Although lymphangiomas are benign lesions, some treatment is necessary because of the problems they may cause. With lymphangiomas in the mediastinum and neck region, acute complications such as airway obstruction and infection may arise. In general, the standard treatment has been surgical excision. Complications from surgical excision have been reported in 10–33% of cases. Intraoperative blood loss, muscle weakness, Horner’s syndrome, nerve paralysis, recurrent airway obstruction, life-threatening infections such as mediastinitis and sepsis, chylothorax and death are some of the more serious postoperative complications. However, the involvement of vital structures in the lymphangioma area makes total excision almost impossible in most cases. Furthermore, recurrence rates range from 0 to 27% and 50 to 100% following complete or incomplete excision, respectively [2,3,4]. Although surgery remains an excellent therapeutic technique for microcystic and mixed lesions, some authors now recommend sclerotherapy as the primary therapy for macrocystic lesions. Hence, the treatment of lymphangiomas is challenging. Although the current level of supporting evidence is only fair, sclerotherapy has been effective for some lymphangiomas [3,6,7].

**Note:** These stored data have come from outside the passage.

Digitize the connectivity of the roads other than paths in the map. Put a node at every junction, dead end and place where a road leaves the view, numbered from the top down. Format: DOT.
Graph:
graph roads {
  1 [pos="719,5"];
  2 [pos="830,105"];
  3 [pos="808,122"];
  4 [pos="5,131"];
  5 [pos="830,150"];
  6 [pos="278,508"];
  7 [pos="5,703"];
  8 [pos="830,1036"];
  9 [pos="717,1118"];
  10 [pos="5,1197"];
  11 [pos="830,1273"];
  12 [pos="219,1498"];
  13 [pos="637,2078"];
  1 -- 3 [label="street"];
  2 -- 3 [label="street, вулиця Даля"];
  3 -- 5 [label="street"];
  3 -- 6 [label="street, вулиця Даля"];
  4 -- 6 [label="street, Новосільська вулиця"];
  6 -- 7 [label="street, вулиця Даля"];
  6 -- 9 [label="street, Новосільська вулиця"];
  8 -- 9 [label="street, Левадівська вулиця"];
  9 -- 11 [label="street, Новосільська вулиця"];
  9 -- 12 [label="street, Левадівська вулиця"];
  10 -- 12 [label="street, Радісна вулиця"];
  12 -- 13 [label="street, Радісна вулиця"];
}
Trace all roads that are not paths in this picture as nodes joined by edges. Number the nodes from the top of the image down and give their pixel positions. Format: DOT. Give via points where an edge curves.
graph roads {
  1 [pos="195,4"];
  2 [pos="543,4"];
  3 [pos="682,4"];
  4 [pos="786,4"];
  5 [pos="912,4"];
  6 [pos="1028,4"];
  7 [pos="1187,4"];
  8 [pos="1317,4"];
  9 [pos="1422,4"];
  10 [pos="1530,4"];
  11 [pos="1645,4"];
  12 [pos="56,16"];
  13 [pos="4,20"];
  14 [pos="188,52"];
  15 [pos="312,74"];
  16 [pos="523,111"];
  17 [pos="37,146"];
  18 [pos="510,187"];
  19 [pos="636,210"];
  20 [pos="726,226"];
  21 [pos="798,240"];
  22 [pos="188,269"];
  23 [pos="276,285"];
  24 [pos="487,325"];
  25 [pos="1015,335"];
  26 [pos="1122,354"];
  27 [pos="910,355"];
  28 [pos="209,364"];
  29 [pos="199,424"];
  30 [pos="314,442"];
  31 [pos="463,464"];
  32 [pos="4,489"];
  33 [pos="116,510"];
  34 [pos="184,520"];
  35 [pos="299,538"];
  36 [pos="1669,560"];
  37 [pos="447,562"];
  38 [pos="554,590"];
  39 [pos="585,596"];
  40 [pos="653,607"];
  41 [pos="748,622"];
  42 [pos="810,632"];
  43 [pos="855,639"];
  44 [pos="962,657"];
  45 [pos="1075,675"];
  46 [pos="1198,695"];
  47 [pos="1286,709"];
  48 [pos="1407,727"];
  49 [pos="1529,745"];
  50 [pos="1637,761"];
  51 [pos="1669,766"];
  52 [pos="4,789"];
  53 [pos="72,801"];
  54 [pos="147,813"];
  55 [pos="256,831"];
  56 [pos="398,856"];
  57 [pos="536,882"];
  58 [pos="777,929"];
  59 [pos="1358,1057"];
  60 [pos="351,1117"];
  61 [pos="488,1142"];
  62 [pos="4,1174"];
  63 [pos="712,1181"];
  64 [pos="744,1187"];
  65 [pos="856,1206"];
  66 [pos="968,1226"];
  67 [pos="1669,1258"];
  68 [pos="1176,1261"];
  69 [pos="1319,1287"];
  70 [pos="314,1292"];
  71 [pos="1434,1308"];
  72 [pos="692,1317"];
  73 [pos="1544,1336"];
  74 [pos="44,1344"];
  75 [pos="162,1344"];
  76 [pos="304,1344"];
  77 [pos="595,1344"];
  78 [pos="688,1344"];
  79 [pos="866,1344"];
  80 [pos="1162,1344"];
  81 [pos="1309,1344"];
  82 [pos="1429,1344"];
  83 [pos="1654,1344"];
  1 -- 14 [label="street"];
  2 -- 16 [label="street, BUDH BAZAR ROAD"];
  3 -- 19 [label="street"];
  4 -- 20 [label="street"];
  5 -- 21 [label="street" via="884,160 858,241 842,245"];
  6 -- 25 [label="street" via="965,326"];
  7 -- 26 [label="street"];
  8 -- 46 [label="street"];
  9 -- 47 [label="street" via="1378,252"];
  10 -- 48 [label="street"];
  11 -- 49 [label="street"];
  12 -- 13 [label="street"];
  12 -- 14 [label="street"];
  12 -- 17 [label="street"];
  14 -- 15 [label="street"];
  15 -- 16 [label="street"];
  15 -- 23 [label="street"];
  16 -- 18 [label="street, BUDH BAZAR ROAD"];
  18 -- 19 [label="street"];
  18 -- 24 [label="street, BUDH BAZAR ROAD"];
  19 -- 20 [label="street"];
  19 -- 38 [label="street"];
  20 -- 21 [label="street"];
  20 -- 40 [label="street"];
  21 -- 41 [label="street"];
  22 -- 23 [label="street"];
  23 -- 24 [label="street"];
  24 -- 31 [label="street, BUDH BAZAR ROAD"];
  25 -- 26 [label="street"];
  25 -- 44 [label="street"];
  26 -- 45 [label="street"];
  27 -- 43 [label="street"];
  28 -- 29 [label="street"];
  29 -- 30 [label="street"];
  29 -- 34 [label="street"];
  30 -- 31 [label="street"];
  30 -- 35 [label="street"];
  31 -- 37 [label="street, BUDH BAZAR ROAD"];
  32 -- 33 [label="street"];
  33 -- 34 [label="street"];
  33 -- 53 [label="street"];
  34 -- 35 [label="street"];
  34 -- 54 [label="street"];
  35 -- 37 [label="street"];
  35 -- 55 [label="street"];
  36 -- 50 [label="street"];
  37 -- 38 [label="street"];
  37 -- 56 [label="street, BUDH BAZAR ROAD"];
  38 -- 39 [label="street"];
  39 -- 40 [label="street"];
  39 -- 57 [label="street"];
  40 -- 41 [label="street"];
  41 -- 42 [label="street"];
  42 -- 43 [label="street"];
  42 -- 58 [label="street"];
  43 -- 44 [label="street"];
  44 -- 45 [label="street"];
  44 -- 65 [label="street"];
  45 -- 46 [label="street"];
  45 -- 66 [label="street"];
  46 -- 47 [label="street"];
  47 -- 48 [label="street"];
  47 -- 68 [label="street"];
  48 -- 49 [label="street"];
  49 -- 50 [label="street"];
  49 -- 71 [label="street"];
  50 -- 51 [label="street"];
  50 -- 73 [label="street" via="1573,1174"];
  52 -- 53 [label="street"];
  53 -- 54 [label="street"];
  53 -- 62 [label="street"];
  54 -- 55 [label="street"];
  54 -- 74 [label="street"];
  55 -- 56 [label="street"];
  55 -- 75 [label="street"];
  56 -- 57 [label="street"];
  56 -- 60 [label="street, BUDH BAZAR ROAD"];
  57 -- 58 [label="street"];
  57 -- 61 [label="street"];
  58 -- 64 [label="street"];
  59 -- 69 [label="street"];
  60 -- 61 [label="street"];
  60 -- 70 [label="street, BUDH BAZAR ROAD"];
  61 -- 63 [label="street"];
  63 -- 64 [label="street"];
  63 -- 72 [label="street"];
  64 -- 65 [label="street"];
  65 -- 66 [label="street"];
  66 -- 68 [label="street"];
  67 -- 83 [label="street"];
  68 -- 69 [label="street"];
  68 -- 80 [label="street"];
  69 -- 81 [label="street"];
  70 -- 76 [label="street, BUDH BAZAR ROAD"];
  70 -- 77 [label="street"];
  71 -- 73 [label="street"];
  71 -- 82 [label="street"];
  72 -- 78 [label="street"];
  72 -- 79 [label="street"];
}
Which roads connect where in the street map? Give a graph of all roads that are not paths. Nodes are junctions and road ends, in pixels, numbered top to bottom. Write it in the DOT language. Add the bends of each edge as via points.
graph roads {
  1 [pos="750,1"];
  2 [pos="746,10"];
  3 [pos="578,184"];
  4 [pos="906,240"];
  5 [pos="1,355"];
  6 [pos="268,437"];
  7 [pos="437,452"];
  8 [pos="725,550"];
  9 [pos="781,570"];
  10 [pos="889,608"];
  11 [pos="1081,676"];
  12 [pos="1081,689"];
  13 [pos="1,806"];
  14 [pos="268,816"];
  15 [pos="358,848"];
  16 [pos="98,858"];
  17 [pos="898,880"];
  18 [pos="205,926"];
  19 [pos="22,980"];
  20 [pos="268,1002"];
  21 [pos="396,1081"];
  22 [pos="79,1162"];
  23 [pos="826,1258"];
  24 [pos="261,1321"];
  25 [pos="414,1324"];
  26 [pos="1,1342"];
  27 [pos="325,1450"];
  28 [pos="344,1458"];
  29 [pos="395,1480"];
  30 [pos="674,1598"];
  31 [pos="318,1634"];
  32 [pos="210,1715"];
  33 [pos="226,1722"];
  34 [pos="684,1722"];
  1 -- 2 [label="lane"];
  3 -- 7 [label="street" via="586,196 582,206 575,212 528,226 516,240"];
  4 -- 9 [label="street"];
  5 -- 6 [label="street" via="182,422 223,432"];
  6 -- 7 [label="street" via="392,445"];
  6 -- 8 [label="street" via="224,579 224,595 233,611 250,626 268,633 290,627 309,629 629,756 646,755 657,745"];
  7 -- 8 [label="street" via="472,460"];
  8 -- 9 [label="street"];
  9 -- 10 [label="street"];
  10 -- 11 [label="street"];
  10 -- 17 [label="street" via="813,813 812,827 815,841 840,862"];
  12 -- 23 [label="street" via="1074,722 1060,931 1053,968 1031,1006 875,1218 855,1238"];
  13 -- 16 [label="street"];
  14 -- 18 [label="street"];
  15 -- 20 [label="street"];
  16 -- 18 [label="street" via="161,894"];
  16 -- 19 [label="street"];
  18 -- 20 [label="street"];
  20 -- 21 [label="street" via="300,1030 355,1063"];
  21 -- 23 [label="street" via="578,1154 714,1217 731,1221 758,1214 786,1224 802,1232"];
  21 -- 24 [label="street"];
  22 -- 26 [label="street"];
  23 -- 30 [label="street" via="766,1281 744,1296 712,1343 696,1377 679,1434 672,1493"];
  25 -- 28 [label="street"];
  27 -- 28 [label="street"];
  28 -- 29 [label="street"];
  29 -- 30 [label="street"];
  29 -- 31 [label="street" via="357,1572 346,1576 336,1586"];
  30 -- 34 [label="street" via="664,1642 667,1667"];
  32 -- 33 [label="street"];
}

Conventional TBNA may have utility in other clinical situations, such as in the diagnosis and treatment of primary mediastinal cysts or even of pericardial effusions [8,9]. However, recent progress with EBUS technology has made it easier to obtain cytological and histological samples from lesions adjacent to the tracheobronchial tree [10,11,12]. Convex-probe EBUS also enables real-time procedures to be performed under ultrasound guidance, and allows deep, complete aspiration, resulting in the collapse of the mediastinal cystic lesions [12]. In our case, surgery was considered initially, but complete resection of the mediastinal lymphangioma was felt to be too difficult. Therefore, EBUS was selected as a new alternative treatment technique. In patients with mediastinal lymphangioma, EBUS-TBNA appears to be a safe, effective treatment option. Furthermore, the EBUS system should facilitate the safe injection of sclerosing agents using a needle assembly system for EBUS-TBNA after aspiration of the cystic fluid under ultrasound guidance. In our case, we considered EBUS-TBNA only as an initial and minimally invasive treatment for a slow-growing (about 47% increase in the long diameter in 10 years) and incidentally recognized mediastinal lymphangioma. However, we will consider additional sclerotherapy using the EBUS system if the mediastinal lymphangioma is again large in mass during follow-up.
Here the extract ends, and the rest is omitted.